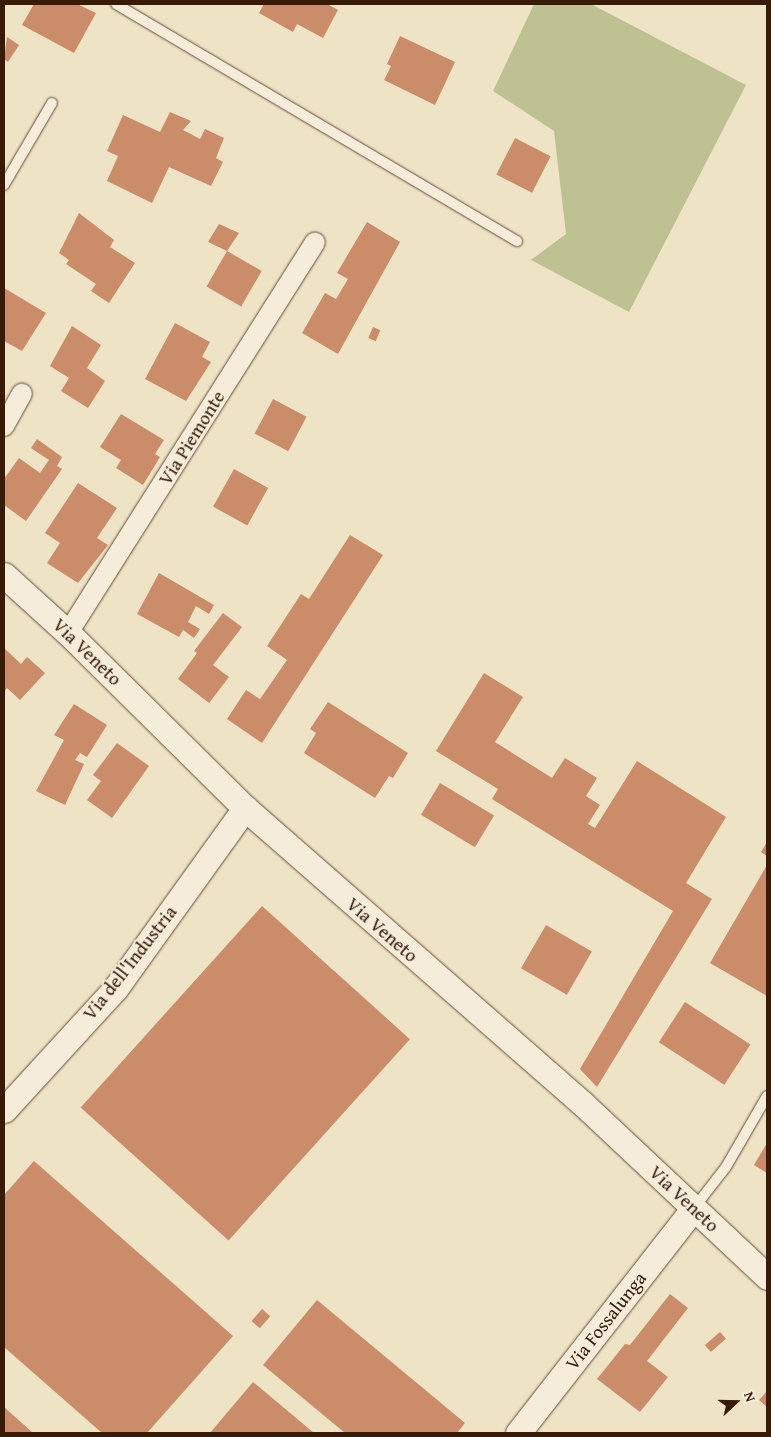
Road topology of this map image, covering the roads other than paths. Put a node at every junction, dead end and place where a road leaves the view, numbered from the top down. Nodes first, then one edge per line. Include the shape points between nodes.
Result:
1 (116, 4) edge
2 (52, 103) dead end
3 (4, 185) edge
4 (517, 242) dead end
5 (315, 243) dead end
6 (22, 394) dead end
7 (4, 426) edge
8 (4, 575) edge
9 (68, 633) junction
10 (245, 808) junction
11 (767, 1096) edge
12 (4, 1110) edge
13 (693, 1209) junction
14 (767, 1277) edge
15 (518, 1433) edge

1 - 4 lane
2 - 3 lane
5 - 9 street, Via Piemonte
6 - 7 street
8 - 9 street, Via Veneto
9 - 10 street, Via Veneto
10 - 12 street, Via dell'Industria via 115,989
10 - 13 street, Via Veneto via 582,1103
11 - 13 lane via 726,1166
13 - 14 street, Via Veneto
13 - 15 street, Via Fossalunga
...
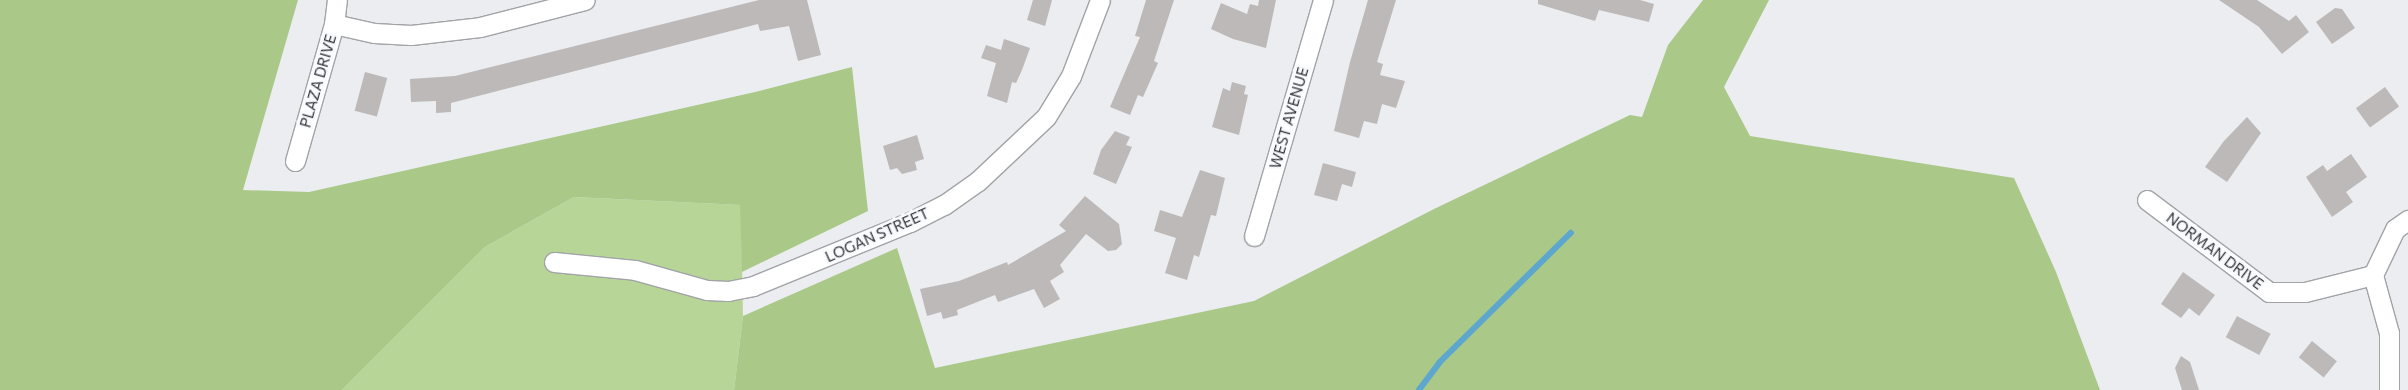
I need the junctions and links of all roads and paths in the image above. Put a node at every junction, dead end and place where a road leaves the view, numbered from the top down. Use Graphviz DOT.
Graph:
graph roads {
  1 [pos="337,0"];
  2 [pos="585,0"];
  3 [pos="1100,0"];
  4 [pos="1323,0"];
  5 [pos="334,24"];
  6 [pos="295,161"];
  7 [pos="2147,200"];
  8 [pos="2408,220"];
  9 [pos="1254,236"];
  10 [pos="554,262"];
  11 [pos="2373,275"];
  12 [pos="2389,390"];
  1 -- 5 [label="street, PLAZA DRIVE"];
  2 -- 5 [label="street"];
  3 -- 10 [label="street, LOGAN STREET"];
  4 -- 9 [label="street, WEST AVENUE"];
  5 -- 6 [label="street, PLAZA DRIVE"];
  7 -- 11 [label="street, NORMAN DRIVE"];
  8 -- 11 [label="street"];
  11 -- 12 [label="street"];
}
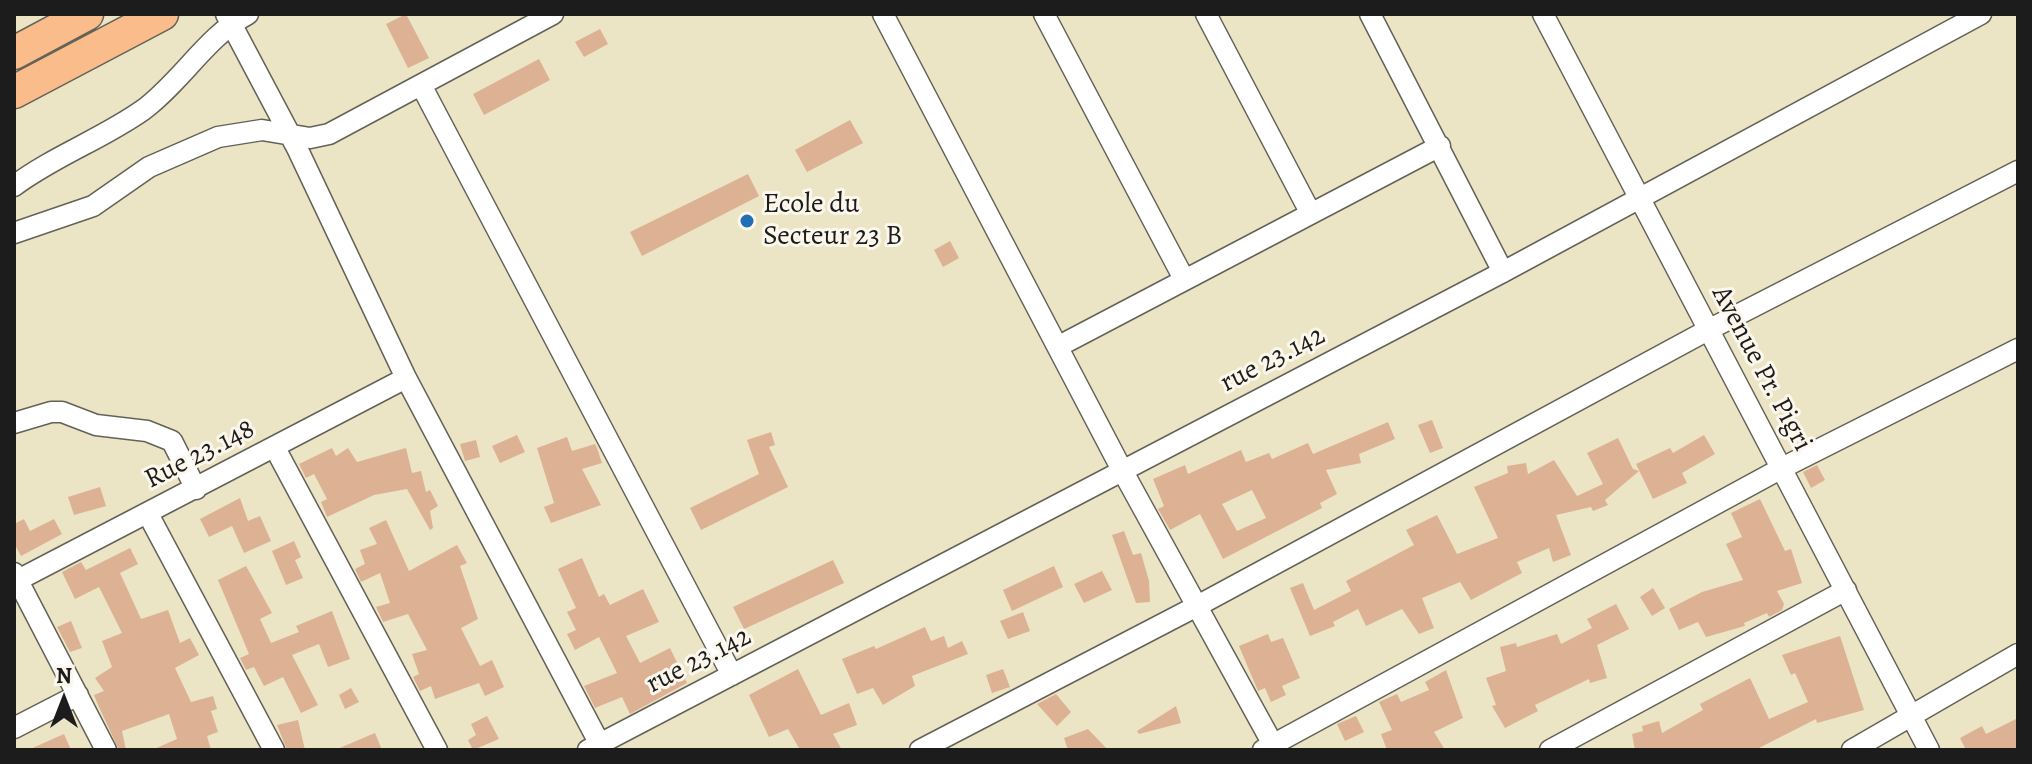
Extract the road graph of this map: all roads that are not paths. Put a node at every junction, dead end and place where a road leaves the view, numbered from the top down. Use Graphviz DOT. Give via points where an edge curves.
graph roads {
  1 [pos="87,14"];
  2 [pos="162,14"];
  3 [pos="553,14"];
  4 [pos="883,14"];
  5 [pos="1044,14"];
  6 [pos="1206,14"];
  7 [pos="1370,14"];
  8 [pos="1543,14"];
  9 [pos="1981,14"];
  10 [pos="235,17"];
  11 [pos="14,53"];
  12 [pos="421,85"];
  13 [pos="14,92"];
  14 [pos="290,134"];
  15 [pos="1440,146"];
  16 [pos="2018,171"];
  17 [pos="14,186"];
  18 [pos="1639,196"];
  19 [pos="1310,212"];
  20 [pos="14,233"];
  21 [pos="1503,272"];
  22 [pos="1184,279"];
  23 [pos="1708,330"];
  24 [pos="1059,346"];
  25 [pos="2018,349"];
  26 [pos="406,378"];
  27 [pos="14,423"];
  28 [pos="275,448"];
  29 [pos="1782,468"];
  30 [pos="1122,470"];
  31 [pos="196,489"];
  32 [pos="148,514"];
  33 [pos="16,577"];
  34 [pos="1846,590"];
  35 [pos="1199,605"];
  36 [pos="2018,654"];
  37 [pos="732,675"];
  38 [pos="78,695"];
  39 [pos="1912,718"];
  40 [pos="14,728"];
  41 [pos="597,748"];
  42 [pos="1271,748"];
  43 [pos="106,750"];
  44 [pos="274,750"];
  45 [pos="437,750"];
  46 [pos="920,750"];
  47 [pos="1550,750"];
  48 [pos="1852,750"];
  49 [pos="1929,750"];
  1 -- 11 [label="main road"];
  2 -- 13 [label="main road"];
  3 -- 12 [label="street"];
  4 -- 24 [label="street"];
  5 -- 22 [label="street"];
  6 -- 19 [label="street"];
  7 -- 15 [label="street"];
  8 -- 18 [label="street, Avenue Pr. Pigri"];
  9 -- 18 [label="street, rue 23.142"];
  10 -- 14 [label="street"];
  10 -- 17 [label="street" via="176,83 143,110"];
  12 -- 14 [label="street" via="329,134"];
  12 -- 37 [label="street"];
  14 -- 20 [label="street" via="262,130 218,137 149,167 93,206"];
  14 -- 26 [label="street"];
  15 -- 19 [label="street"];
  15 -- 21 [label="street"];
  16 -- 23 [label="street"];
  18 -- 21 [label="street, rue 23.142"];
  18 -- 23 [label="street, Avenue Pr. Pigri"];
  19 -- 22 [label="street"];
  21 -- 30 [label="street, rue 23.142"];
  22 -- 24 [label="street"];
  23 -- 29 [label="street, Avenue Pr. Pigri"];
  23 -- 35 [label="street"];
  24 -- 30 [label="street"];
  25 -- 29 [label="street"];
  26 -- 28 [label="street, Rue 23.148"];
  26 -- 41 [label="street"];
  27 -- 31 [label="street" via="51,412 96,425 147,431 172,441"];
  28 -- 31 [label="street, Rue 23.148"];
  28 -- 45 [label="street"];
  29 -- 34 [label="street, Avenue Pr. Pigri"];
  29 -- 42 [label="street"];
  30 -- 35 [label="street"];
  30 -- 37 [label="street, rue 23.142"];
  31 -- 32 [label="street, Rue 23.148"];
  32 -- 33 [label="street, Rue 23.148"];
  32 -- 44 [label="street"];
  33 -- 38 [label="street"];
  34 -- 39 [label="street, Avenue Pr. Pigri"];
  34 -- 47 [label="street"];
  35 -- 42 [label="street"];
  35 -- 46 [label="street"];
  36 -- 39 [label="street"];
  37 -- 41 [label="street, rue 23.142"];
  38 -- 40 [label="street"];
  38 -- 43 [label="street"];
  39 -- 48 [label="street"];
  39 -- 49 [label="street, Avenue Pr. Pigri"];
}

- **ACTIVITY**: Which lines in the records contain the word "image"? Copy each one.

- **SOLUTION TO THE EXERCISE**:
Road topology of this map image, covering the roads other than paths. Put a node at every junction, dead end and place where a road leaves the view, numbered from the top down. Nodes first, then one edge per line. Include the shape points between nodes.
I need the junctions and links of all roads and paths in the image above. Put a node at every junction, dead end and place where a road leaves the view, numbered from the top down. Use Graphviz DOT.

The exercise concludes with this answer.